SUPPLIED MATERIAL Start Marker

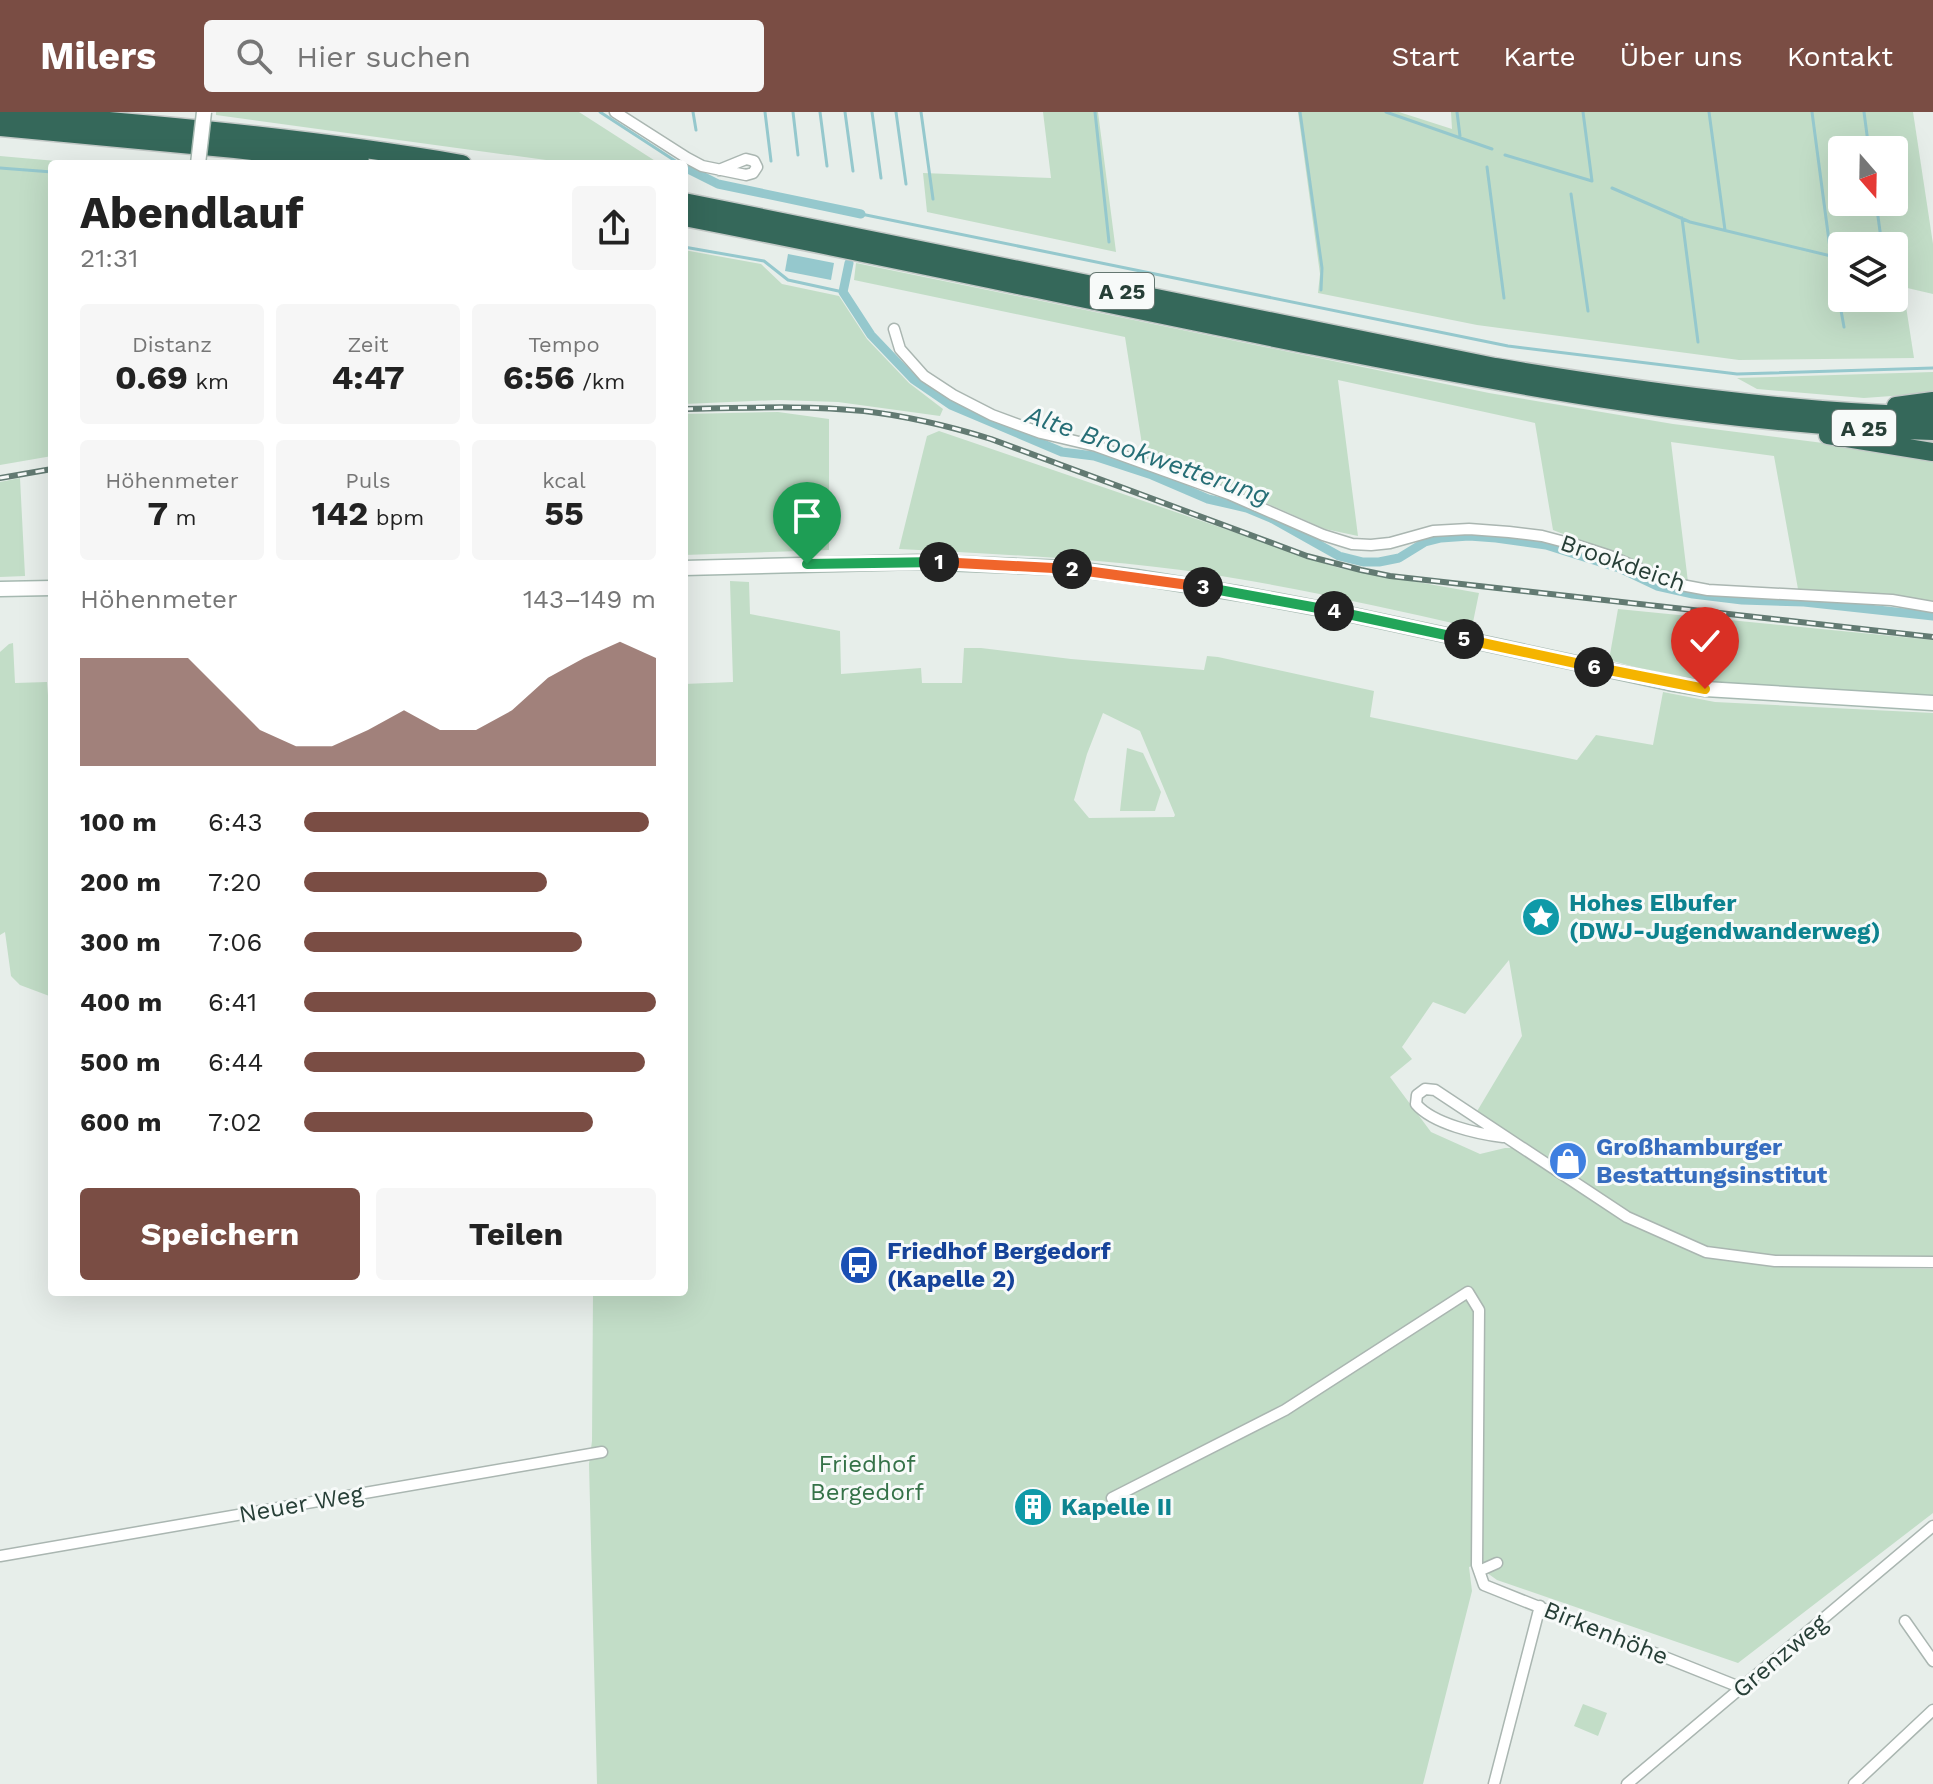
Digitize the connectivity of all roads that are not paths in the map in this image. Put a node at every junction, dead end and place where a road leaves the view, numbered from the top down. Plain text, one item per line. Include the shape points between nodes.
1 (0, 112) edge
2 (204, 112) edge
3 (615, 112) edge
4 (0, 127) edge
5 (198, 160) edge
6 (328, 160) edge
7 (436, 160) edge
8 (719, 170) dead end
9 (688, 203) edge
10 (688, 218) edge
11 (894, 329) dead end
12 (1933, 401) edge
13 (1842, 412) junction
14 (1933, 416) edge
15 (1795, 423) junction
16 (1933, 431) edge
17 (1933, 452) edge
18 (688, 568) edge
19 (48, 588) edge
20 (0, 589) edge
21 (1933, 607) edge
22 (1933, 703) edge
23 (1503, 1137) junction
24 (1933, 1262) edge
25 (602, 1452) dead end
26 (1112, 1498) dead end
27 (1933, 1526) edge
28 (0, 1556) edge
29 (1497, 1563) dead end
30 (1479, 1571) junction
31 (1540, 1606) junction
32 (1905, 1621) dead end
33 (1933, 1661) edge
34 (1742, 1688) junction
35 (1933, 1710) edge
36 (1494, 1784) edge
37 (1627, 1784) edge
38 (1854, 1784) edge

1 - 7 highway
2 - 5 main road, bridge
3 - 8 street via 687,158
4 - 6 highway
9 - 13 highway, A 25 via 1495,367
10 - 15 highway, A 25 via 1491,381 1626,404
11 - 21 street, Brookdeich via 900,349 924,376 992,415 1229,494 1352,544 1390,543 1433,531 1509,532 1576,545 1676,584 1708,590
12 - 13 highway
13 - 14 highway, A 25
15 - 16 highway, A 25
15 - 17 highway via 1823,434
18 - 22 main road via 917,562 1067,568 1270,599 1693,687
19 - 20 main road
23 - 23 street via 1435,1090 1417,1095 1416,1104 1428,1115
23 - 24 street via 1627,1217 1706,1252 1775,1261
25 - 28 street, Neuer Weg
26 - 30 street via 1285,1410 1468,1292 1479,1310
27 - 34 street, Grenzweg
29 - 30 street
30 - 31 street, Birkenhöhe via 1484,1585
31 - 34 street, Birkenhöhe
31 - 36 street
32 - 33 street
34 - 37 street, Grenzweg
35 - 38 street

SUPPLIED MATERIAL End Marker
SUPPLIED MATERIAL Start Marker

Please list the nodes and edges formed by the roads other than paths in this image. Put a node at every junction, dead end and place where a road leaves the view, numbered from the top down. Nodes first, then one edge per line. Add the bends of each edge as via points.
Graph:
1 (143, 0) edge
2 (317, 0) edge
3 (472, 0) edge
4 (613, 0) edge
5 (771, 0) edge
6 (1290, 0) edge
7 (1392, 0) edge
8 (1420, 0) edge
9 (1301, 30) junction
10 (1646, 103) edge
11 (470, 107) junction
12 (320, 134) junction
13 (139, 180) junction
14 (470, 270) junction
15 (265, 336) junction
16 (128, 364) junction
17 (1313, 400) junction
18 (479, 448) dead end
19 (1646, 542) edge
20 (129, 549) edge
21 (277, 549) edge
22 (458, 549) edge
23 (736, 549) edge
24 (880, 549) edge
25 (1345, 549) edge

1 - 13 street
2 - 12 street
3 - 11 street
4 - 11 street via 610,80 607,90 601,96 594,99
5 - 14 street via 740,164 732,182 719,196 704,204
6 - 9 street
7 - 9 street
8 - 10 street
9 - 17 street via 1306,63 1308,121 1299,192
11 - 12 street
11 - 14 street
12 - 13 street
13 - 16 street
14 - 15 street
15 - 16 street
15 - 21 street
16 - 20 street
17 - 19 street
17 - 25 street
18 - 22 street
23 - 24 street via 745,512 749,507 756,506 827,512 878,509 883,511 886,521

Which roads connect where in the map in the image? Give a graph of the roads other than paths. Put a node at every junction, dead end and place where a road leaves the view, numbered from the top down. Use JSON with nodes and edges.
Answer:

SUPPLIED MATERIAL End Marker

Scan the records for the string "other" and show every line that contains it.

Please list the nodes and edges formed by the roads other than paths in this image. Put a node at every junction, dead end and place where a road leaves the view, numbered from the top down. Nodes first, then one edge per line. Add the bends of each edge as via points.
Which roads connect where in the map in the image? Give a graph of the roads other than paths. Put a node at every junction, dead end and place where a road leaves the view, numbered from the top down. Use JSON with nodes and edges.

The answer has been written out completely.